Re: Serial console is causing system lock-up

Mikulas Patocka <mpatocka@xxxxxxxxxx> · Wed, 6 Mar 2019 12:11:10 -0500 (EST)

On Wed, 6 Mar 2019, Theodore Y. Ts'o wrote:

> On Wed, Mar 06, 2019 at 11:07:55AM -0500, Mikulas Patocka wrote:
> > This bug only happens if we select large logbuffer (millions of 
> > characters). With smaller log buffer, there are messages "** X printk 
> > messages dropped", but there's no lockup.
> > 
> > The kernel apparently puts 2 million characters into a console log buffer, 
> > then takes some lock and than tries to write all of them to a slow serial 
> > line.
> 
> What are the messages; from what kernel subsystem?  Why are you seeing
> so many log messages?
> 
> 					- Ted

The dm-integity subsystem (drivers/md/dm-integrity.c) can be attached to a 
block device to provide checksum protection. It will return -EILSEQ and 
print a message to a log for every corrupted block.

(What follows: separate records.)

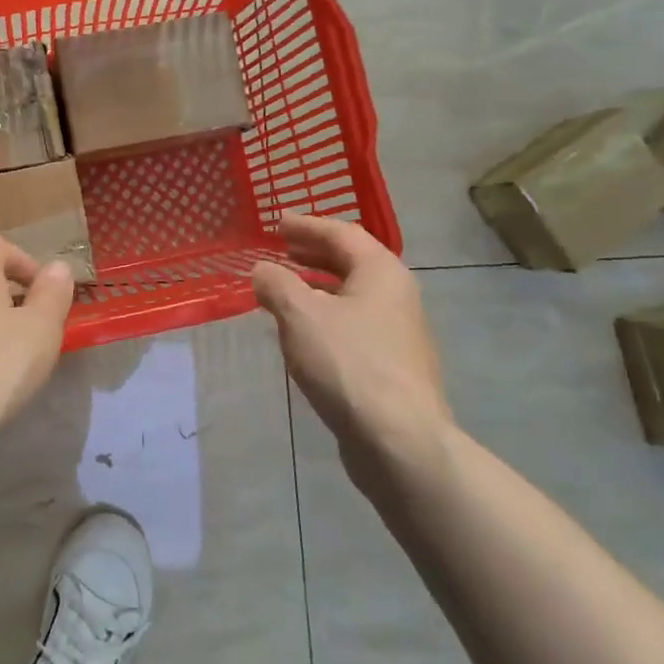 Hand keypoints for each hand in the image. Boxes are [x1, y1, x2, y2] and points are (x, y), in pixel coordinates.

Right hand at [252, 215, 454, 500]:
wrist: (400, 442)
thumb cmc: (349, 363)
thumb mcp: (301, 315)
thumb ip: (277, 284)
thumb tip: (263, 270)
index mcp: (381, 271)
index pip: (341, 233)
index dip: (307, 225)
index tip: (277, 222)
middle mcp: (397, 295)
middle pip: (351, 262)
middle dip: (313, 253)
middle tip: (280, 249)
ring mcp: (398, 333)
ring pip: (352, 296)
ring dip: (317, 286)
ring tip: (284, 288)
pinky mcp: (392, 367)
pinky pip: (353, 325)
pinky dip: (325, 316)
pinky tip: (303, 333) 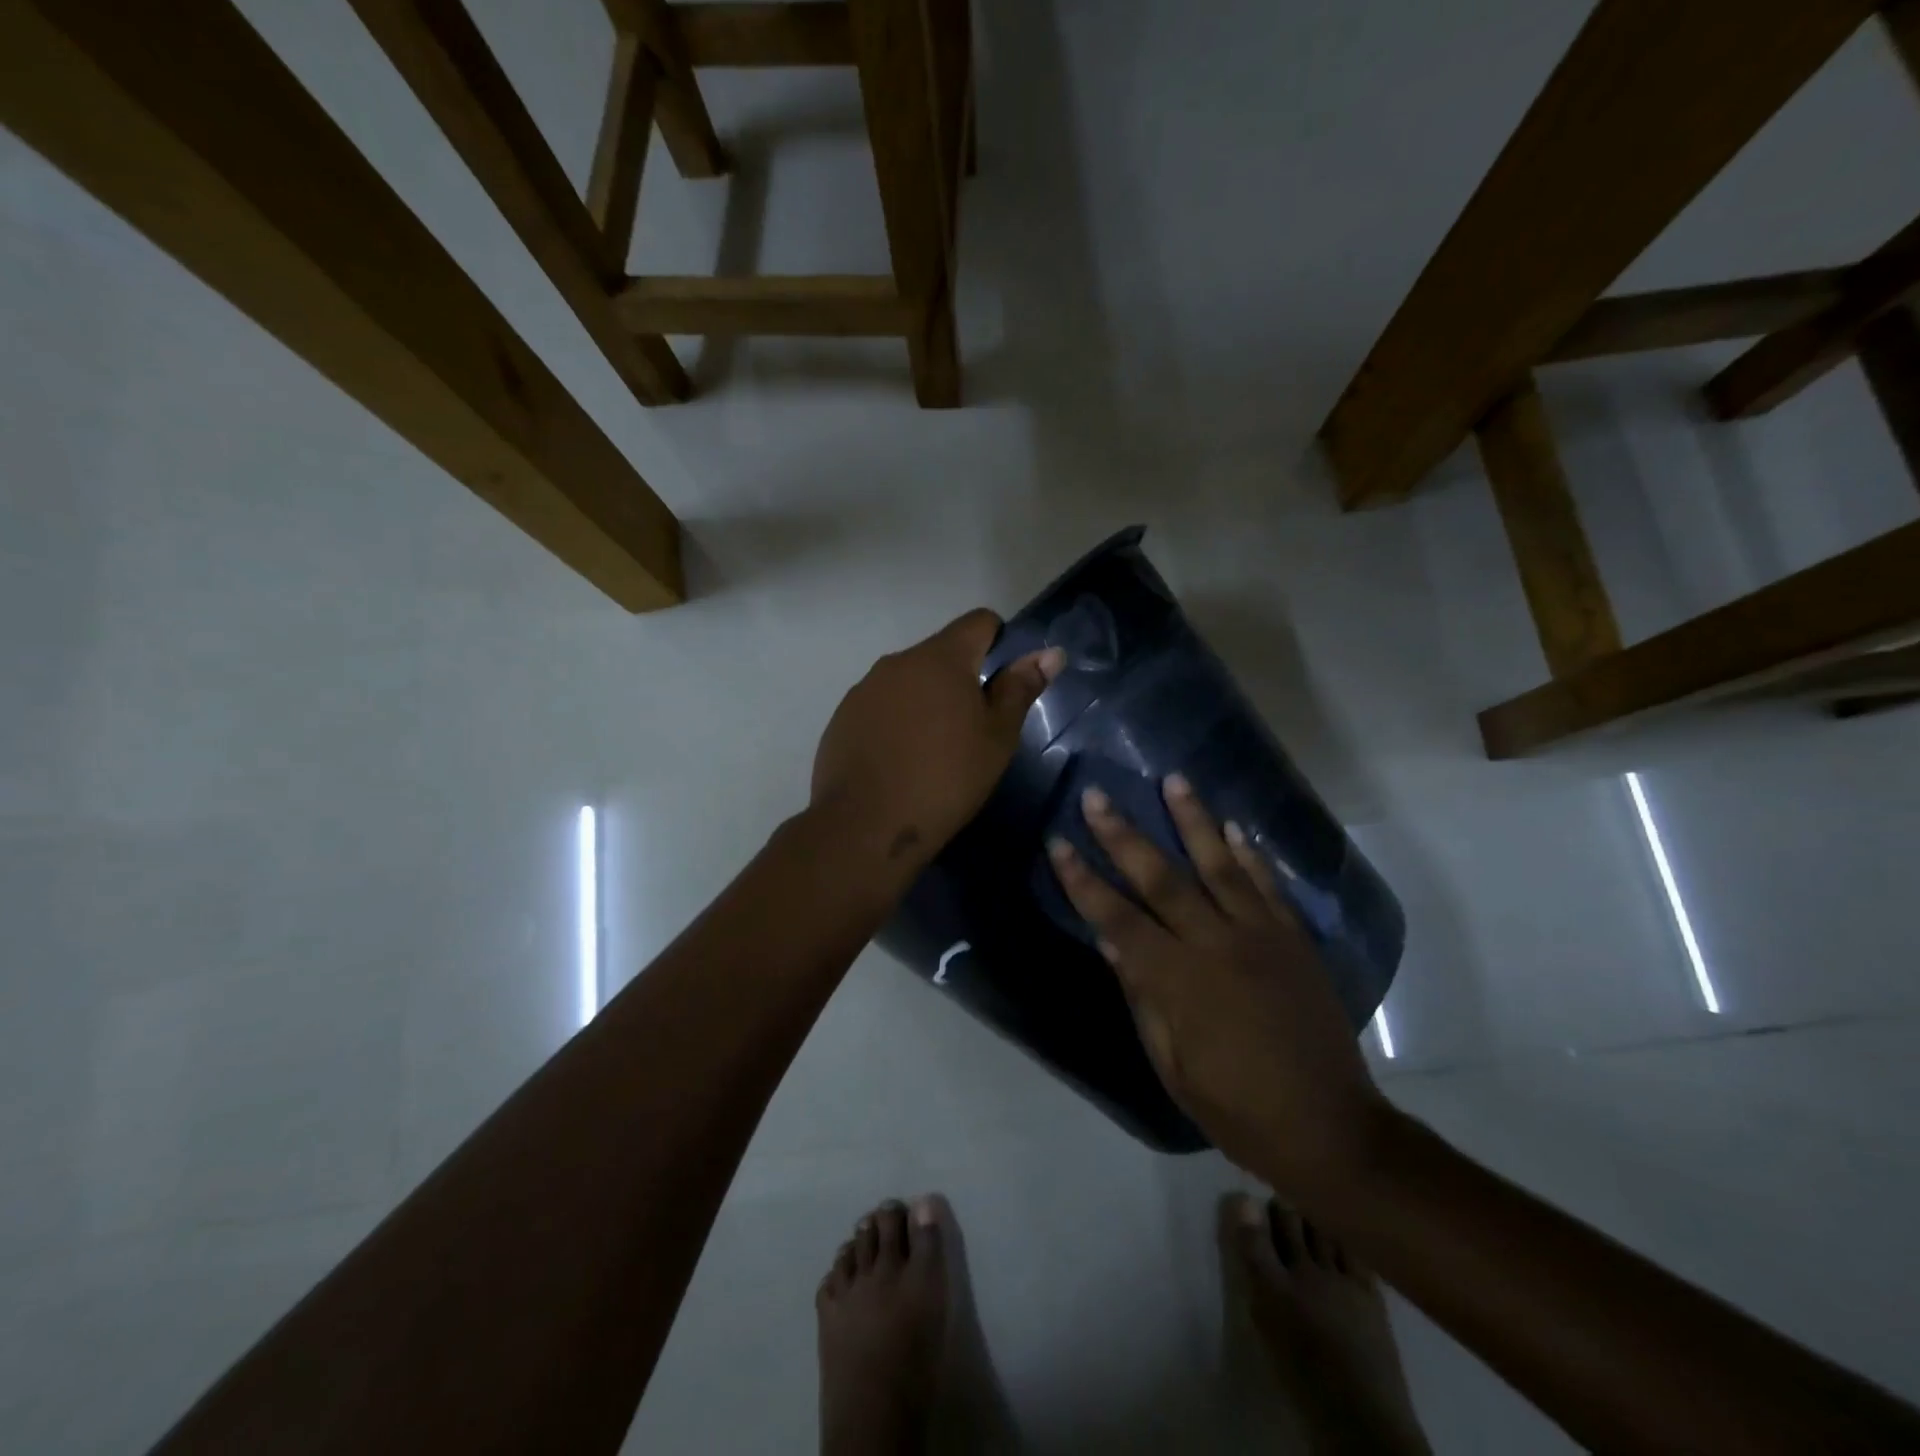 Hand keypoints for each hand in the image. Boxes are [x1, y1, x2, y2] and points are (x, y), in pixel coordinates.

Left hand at [811, 609, 1063, 874]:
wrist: (866, 826)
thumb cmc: (946, 779)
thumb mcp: (997, 737)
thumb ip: (1020, 688)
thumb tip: (1050, 653)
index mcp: (941, 658)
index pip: (979, 622)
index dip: (1000, 642)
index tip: (1005, 683)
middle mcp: (898, 661)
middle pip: (942, 653)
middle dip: (963, 679)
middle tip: (974, 729)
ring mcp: (865, 688)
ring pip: (909, 681)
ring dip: (928, 700)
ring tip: (934, 750)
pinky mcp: (843, 717)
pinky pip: (881, 705)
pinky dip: (897, 721)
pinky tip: (900, 761)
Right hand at [1047, 776, 1385, 1197]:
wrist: (1329, 1128)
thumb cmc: (1236, 1108)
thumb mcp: (1172, 1064)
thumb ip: (1142, 995)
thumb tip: (1111, 940)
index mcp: (1178, 980)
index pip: (1116, 918)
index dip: (1083, 880)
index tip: (1058, 842)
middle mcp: (1216, 945)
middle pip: (1161, 879)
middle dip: (1123, 835)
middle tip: (1097, 795)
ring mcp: (1261, 936)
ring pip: (1220, 866)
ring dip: (1193, 820)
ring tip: (1173, 779)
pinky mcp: (1294, 940)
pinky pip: (1269, 886)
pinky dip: (1251, 854)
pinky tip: (1235, 826)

Nigel Croxon was testing MD-RAID recovery capabilities in such a way that 
he activated RAID-5 array with one leg replaced by a dm-integrity block 
device that had all checksums invalid.

The MD-RAID is supposed to recalculate data for the corrupted device and 
bring it back to life. However, scrubbing the MD-RAID device resulted in a 
lot of reads from the device with bad checksums, these were reported to 
the log and killed the machine.

I made a patch to dm-integrity to rate-limit the error messages. But 
anyway - killing the machine in case of too many log messages seems bad. 
If the log messages are produced faster than the kernel can write them, 
the kernel should discard some of them, not kill itself.

Mikulas